Passengers on US-to-Cuba cruise spend day in Havana

Cuban man critical of US tourism

HAVANA – Passengers on the first U.S.-to-Cuba cruise in nearly 40 years spent most of Tuesday in Havana before continuing their historic voyage.

The 704-passenger Adonia, a Carnival Cruise Line operating under its Fathom brand, arrived Monday after leaving from PortMiami on Sunday afternoon.

Passengers shared their likes and dislikes about the first U.S. cruise to Cuba since 1978.

"It'd be great to spend more time here," one passenger told Local 10 News. "A day, a day-and-a-half is definitely not enough."

Because of U.S. restrictions, those on board have to follow the people-to-people guidelines.

But that didn't prevent passengers from visiting Havana's fine arts museum.

"A lot of Cuba needs repair, but it's really impressive," Linda Hames said.

Some passengers said they haven't had enough contact with the Cuban people.

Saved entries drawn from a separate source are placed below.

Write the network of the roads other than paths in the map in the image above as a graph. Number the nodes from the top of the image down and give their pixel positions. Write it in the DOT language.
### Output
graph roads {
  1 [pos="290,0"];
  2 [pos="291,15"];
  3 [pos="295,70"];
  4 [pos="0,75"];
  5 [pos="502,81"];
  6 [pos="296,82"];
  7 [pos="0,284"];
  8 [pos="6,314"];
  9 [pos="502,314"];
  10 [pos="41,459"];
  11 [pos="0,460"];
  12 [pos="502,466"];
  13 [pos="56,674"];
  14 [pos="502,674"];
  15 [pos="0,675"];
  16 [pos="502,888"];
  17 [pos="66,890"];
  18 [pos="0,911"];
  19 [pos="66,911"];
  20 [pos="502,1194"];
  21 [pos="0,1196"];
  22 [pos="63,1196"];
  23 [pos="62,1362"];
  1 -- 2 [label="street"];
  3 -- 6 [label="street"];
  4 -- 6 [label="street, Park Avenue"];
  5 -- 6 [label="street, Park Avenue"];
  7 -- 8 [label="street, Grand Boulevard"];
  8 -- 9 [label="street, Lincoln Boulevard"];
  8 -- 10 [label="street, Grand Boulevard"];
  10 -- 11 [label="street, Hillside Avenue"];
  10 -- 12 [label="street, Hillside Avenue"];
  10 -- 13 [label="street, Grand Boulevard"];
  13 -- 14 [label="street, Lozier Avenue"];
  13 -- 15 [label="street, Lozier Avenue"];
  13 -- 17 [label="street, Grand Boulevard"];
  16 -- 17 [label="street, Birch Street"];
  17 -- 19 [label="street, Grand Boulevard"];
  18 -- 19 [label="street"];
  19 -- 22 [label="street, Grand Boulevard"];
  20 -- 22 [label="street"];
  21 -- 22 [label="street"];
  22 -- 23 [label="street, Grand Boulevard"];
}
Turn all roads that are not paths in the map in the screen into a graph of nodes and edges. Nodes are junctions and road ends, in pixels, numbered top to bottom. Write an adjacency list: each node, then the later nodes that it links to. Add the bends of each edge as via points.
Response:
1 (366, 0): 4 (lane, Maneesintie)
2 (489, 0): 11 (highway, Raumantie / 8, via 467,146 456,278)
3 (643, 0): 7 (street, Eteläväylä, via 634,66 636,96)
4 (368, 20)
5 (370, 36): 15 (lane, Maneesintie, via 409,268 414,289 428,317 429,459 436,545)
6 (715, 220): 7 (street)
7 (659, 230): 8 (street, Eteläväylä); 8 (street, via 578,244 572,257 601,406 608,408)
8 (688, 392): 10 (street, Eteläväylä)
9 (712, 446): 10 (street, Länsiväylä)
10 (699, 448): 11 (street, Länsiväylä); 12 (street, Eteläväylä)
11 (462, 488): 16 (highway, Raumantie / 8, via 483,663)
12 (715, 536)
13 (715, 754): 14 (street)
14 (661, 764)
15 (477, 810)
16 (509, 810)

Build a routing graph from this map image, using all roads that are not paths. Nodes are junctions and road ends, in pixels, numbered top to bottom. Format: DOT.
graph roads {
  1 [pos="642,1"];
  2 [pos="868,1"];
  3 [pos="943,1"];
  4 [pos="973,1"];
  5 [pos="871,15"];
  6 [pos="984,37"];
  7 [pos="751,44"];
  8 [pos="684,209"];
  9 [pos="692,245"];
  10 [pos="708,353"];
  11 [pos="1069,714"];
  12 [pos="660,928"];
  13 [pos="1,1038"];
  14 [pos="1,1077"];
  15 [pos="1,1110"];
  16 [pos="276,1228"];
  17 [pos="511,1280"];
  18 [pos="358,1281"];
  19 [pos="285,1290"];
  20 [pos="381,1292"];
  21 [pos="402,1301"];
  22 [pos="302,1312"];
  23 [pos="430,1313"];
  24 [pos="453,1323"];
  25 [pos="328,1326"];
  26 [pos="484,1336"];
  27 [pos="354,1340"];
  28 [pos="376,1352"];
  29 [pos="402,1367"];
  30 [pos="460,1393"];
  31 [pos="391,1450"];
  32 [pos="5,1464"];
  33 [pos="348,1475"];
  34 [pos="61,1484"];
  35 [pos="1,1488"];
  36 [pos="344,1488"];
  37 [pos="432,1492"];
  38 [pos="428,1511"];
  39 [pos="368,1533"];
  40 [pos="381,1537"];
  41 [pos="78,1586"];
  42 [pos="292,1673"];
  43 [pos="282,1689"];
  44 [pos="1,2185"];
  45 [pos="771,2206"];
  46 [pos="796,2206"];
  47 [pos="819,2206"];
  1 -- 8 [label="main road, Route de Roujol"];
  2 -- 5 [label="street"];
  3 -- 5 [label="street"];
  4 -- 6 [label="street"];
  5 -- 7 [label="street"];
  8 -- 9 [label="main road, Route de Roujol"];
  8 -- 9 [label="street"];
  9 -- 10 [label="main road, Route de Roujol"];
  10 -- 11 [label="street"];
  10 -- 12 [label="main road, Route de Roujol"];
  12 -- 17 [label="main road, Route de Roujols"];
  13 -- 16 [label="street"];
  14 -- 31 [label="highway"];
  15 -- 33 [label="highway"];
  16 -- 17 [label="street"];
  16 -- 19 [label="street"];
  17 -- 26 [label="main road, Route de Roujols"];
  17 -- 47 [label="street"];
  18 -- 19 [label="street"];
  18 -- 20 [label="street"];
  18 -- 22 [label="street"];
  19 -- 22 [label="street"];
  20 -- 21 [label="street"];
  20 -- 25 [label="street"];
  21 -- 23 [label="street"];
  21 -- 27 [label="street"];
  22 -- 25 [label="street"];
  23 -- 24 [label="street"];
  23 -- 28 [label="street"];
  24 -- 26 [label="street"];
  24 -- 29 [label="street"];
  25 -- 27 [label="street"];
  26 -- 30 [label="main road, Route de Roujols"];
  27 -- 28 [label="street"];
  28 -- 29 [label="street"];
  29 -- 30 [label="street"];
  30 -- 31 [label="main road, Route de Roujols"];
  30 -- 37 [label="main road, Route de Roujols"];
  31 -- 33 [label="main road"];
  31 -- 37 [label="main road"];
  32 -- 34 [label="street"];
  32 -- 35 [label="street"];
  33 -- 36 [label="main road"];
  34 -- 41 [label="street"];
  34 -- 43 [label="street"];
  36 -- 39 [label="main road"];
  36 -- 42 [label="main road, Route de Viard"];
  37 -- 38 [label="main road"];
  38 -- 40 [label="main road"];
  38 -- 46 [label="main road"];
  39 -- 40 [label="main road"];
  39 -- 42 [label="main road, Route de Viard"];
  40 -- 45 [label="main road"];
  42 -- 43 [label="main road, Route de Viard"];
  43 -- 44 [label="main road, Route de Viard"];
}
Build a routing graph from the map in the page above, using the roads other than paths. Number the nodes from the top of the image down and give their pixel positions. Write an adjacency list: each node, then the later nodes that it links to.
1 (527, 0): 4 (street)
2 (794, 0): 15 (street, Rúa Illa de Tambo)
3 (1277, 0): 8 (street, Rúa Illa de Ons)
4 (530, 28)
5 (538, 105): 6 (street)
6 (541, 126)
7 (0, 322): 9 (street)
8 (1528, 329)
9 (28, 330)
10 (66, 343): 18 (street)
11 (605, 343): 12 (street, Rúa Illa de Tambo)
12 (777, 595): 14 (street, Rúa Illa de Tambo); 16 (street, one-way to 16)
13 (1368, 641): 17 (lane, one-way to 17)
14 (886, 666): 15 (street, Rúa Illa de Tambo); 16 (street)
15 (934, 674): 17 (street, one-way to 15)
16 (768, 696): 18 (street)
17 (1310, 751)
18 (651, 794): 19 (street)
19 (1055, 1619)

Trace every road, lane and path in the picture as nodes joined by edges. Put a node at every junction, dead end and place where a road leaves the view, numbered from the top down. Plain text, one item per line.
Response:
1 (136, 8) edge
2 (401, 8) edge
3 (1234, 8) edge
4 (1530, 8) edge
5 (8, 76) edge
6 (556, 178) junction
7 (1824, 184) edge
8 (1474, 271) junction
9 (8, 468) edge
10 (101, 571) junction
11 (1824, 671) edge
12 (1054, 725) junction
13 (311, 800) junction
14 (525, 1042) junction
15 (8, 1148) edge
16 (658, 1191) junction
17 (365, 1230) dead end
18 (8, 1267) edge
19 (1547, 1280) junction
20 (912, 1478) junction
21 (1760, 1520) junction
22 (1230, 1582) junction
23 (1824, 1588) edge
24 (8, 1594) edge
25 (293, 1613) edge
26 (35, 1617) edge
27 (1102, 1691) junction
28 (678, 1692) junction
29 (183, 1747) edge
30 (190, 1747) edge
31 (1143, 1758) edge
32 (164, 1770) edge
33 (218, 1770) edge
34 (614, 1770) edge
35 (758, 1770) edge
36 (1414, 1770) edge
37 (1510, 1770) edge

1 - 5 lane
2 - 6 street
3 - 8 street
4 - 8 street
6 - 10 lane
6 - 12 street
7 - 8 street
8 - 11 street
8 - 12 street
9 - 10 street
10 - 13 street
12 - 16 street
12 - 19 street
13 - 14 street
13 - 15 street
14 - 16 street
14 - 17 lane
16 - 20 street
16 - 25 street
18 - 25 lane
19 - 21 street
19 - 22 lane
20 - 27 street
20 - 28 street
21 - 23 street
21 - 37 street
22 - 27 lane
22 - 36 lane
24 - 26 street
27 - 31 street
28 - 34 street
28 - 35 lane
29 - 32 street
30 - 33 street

One man, who for fear of retribution didn't want to show his face, didn't hold back on his criticism of American tourism.

"It can't be a government-controlled tourism," he said in Spanish. "You cannot put people on a bus for a day and take them to a museum. That's not the real Cuba."

He also said tourists must see the realities of Cuban life.

The man said more and more people who hustle on the streets and make their living off tourists are being targeted and arrested by police, who claim they're harassing tourists.

Passengers will visit two more Cuban cities before returning to the U.S.

The ship's next destination is Cienfuegos before its final stop in Santiago de Cuba.